After seeing A Serious Man, a few months back, I had the idea to start tracking whether shlemiels were returning to film and fiction. Two weeks ago, Tablet Magazine ran a short piece by Marissa Brostoff arguing that Baumbach's Greenberg and Sam Lipsyte's new novel, The Ask, "breathe new life into the figure of the shlemiel".
Is Ben Stiller's character in Greenberg a shlemiel? What does a shlemiel look like in contemporary film (as opposed to the shlemiels of Yiddish literature and in the writings of Bellow, Roth, Malamud)? Why would be seeing a return to the shlemiel now? (A question that Brostoff doesn't answer.)
It's arguable whether Larry Gopnik in the Coen Brother's film "A Serious Man" is a shlemiel.

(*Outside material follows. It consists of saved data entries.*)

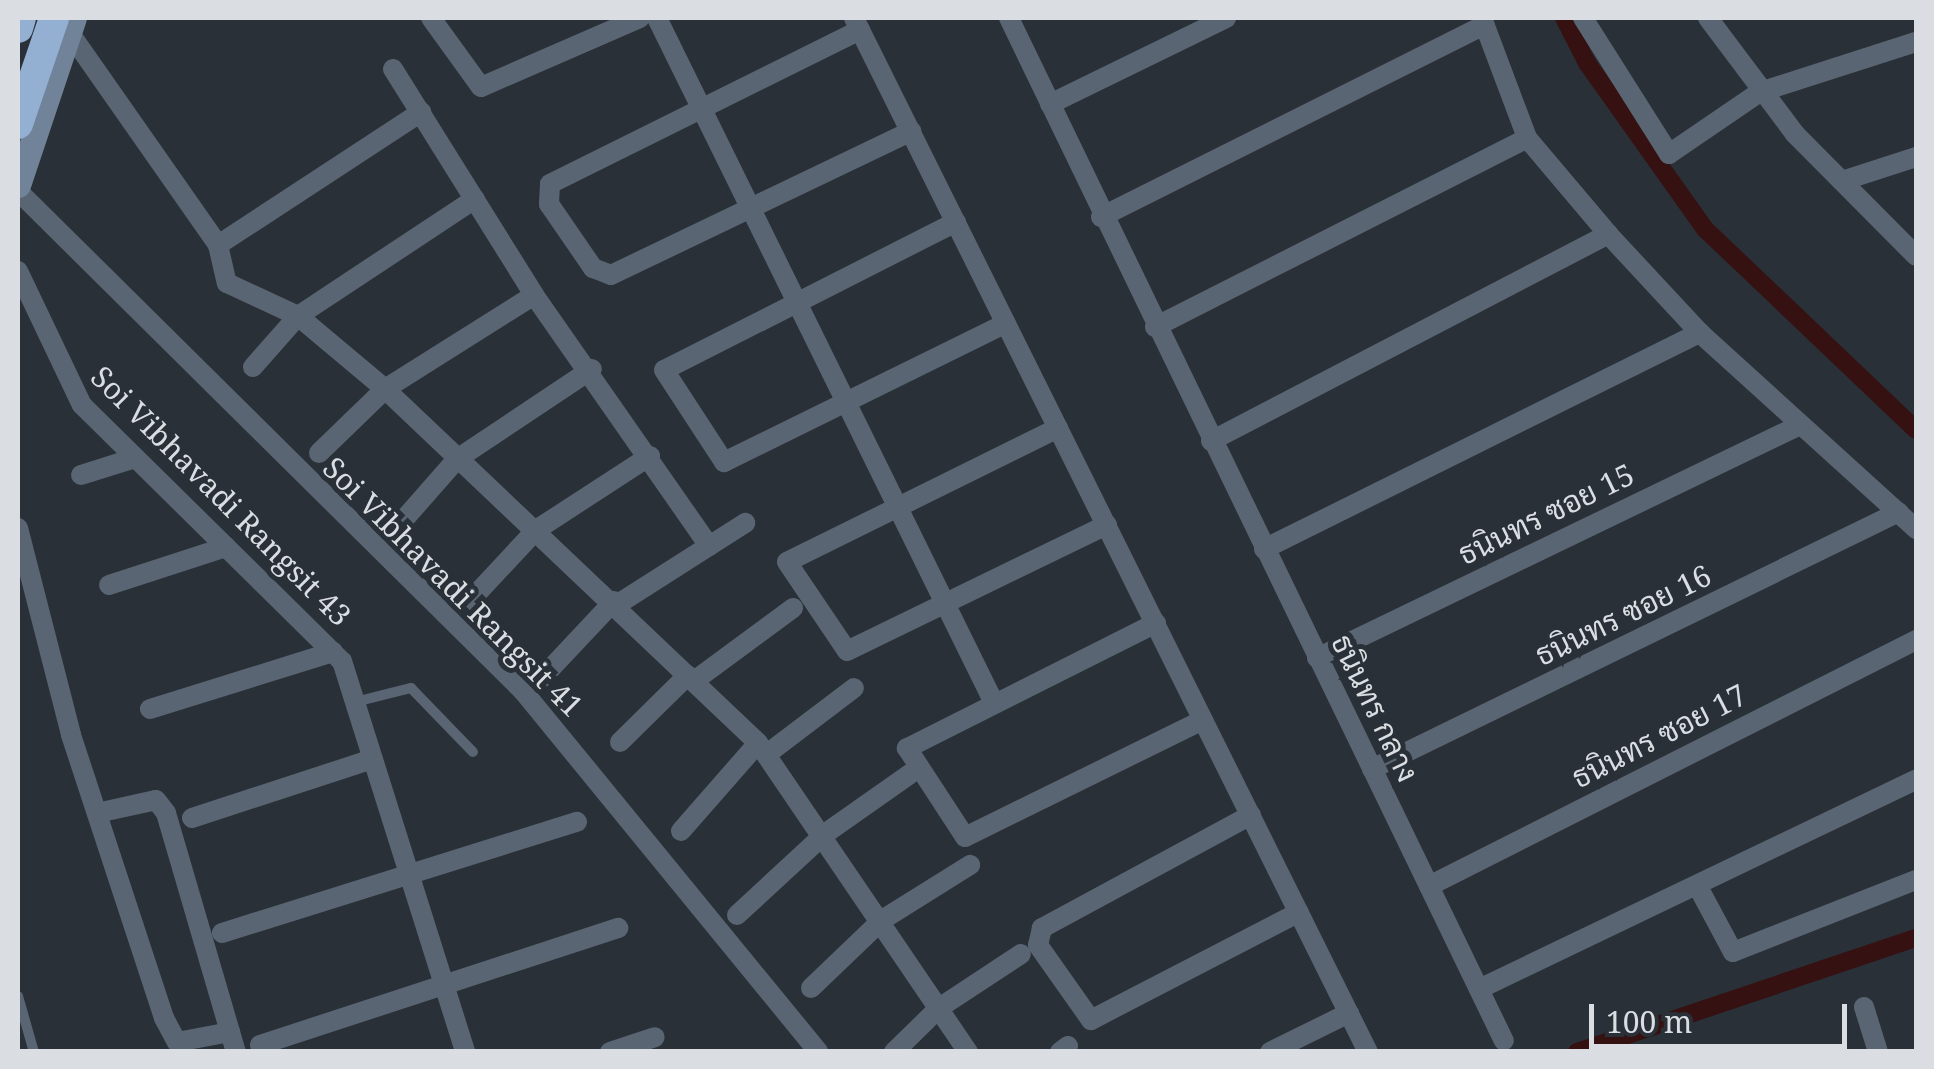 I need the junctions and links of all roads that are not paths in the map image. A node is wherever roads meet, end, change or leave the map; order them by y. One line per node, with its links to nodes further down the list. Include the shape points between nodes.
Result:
1 (21, 18): 12 (highway)
2 (431, 18): 3 (street, via 481,87)
3 (640, 18)
4 (657, 18): 17 (street)
5 (1009, 18): 16 (street, ธนินทร กลาง)
6 (1226, 18): 16 (street)
7 (1583, 18): 15 (street, via 1669,154)
8 (1708, 18): 15 (street)
9 (1484, 21): 21 (street); 27 (street)
10 (66, 22): 19 (highway); 24 (main road); 30 (street)
11 (858, 24): 17 (street); 20 (street)
12 (18, 28)
13 (1916, 42): 15 (street)
14 (393, 69): 18 (street)
15 (1760, 92): 23 (street)
16 (1050, 104): 27 (street, ธนินทร กลาง)
17 (702, 108): 26 (street); 26 (street, via 550,184 548,204 603,275)
18 (422, 112): 25 (street); 30 (street)
19 (18, 124)
20 (911, 130): 26 (street); 28 (street)
21 (1527, 138): 29 (street); 37 (street)
22 (1916, 157): 23 (street)
23 (1842, 181): 31 (street)
24 (18, 188): 116 (street, Soi Vibhavadi Rangsit 41, via 523,691)
25 (475, 199): 33 (street); 35 (street)
26 (750, 209): 34 (street)
27 (1101, 217): 37 (street, ธนินทร กลาง)
28 (956, 222): 34 (street); 36 (street)
29 (1608, 234): 38 (street); 45 (street)
30 (218, 246): 35 (street, via 227,283)
31 (1916, 256)
32 (18, 271): 48 (street, Soi Vibhavadi Rangsit 43, via 62,376)
33 (534, 294): 40 (street); 41 (street)
34 (797, 302): 42 (street); 42 (street, via 664,370 724,462)
35 (298, 316): 39 (street); 41 (street)
36 (1006, 323): 42 (street); 44 (street)
37 (1155, 327): 45 (street, ธนินทร กลาง)
38 (1700, 333): 43 (street); 61 (street)
39 (253, 366)
40 (592, 369): 47 (street); 49 (street)
41 (385, 389): 46 (street); 49 (street)
42 (846, 402): 51 (street)
43 (1800, 425): 52 (street); 70 (street, ธนินทร ซอย 15)
44 (1058, 428): 51 (street); 54 (street)
45 (1211, 441): 61 (street, ธนินทร กลาง)
46 (320, 453)
47 (650, 456): 57 (street); 59 (street)
48 (135, 458): 50 (street); 60 (street, Soi Vibhavadi Rangsit 43)
49 (457, 459): 57 (street); 58 (street)
50 (81, 474)
51 (898, 507): 65 (street); 65 (street, via 787,562 847,652)
52 (1898, 512): 56 (street); 82 (street, ธนินทร ซอย 16)
53 (745, 523): 59 (street)
54 (1106, 525): 65 (street); 67 (street)
55 (18, 528): 85 (street)
56 (1916, 529)
57 (536, 530): 63 (street); 64 (street)
58 (392, 533)
59 (709, 546): 63 (street)
60 (226, 547): 62 (street); 69 (street, Soi Vibhavadi Rangsit 43)
61 (1264, 549): 70 (street, ธนินทร กลาง)
62 (109, 585)
63 (616, 602): 71 (street); 72 (street)
64 (467, 604)
65 (946, 605): 75 (street)
66 (793, 608): 71 (street)
67 (1156, 624): 75 (street); 77 (street)
68 (1916, 640): 95 (street, ธนินทร ซอย 17)
69 (333, 652): 74 (street, Soi Vibhavadi Rangsit 43); 76 (street)
70 (1317, 658): 82 (street, ธนินทร กลาง)
71 (691, 678): 78 (street); 79 (street)
72 (538, 682)
73 (854, 688): 79 (street)
74 (355, 702): 80 (lane, via 411,688); 81 (street, Soi Vibhavadi Rangsit 43)
75 (994, 704): 77 (street, via 907,748 965,838)
76 (150, 710)
77 (1203, 720): 86 (street)
78 (620, 742)
79 (763, 748): 89 (street); 90 (street)
80 (473, 752)
81 (373, 759): 87 (street); 92 (street, Soi Vibhavadi Rangsit 43)
82 (1372, 770): 95 (street, ธนินทร กลาง)
83 (910, 774): 90 (street)
84 (1916, 780): 94 (street)
85 (97, 813): 111 (street, via 172,1037); 111 (street, via 156,800 166,813)
86 (1251, 816): 96 (street); 96 (street, via 1042,928 1038,944 1091,1020)
87 (192, 818)
88 (577, 822): 92 (street)
89 (681, 830)
90 (826, 832): 97 (street); 98 (street)
91 (970, 865): 98 (street)
92 (408, 872): 100 (street); 102 (street, Soi Vibhavadi Rangsit 43)
93 (1916, 880): 94 (street, via 1732,952)
94 (1697, 885): 104 (street)
95 (1429, 886): 104 (street, ธนินทร กลาง)
96 (1299, 912): 108 (street)
97 (738, 915)
98 (882, 920): 103 (street); 107 (street)
99 (618, 928): 102 (street)
100 (222, 933)
101 (1022, 954): 107 (street)
102 (444, 985): 112 (street); 114 (street, Soi Vibhavadi Rangsit 43)
103 (812, 988)
104 (1479, 989): 110 (street, ธนินทร กลาง)
105 (18, 996): 113 (lane)
106 (1864, 1007): 121 (street)
107 (939, 1008): 117 (street); 118 (street)
108 (1349, 1012): 119 (street); 120 (street)
109 (655, 1037): 115 (street)
110 (1504, 1041)
111 (233, 1042)
112 (260, 1044)
113 (34, 1052)
114 (465, 1052)
115 (610, 1052)
116 (818, 1052)
117 (894, 1052)
118 (968, 1052)
119 (1270, 1052)
120 (1368, 1052)
121 (1878, 1052)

In mid-February, I asked Ruth Wisse, Martin Peretz Professor of Yiddish Literature and Professor of Comparative Literature at Harvard University, and author (among other books) of The Shlemiel as Modern Hero (1976), about whether Gopnik is a shlemiel. Wisse wrote in an email, "The schlemiel character that interested me was the "loser-as-winner:" he is a figure of comedy, who nonetheless persuades us of his staying powers, and of his moral authority. There is profound irony involved. The very sorrowful protagonist of the Coen Brothers' movie is too beaten to fit my model. The Judd Apatow character does seem the type, though he is merely a little shlobby, not really a loser, not like Gimpel, or Herzog, or the other characters I describe. No doubt the Jewish type has influenced American humor, but the schlemiel was born of real failure--failure as a man."
Baumbach's film Greenberg, like his earlier film Squid and the Whale, is about male anxiety about becoming a man. Oddly, I noticed that the father-son relationship, so central to a boy forming an identity as a man, and at the heart of the story of Squid and the Whale, is absent from Greenberg. Greenberg's father is not shown or mentioned in the film. The two Greenberg brothers do mention their mother, that she has recently died, and Greenberg, in his honest, emotional voice mail that he leaves for Florence, says that he misses her.
For Greenberg to be a shlemiel, he must be a "loser-as-winner", as Wisse put it, not simply a fool. And in the end, we see that he is a loser-as-winner: he gets the beautiful girl.
Baumbach seems to be obviously referencing Bellow's Herzog, in calling his movie by the character's last name, and having Greenberg, like Herzog, constantly writing letters of complaint. Greenberg is a shlemiel in the same way that Herzog is. Both have over-excited, over-active minds; they are brimming over with verbosity and shrewd observations. They see too much; they feel too much, so they seem crazy, and yet in their strangeness, they reach insights. There is a great scene in Greenberg at a children's birthday party where Ben Stiller comments that the fathers are dressed like children and the children are dressed like super heroes. He is constantly analyzing those around him and finding them unworthy. In one scene after dissecting the behavior of those at a nearby table with witty darts, he says, "I'm strangely on tonight." And yet he is too "on," all the time. Similarly, the novel Herzog starts out, ". . .though he still behaved oddly, he felt confident, cheerful, clairvoyant, and strong. He had fallen under a spell and was writing letters to everyone under the sun."
1 comment:
I'm extremely appreciative of this review. Within the first half hour of Greenberg, my husband and I looked at each other and said, "Herzog!"...yet this is the first article we found that acknowledged this apparent. reference.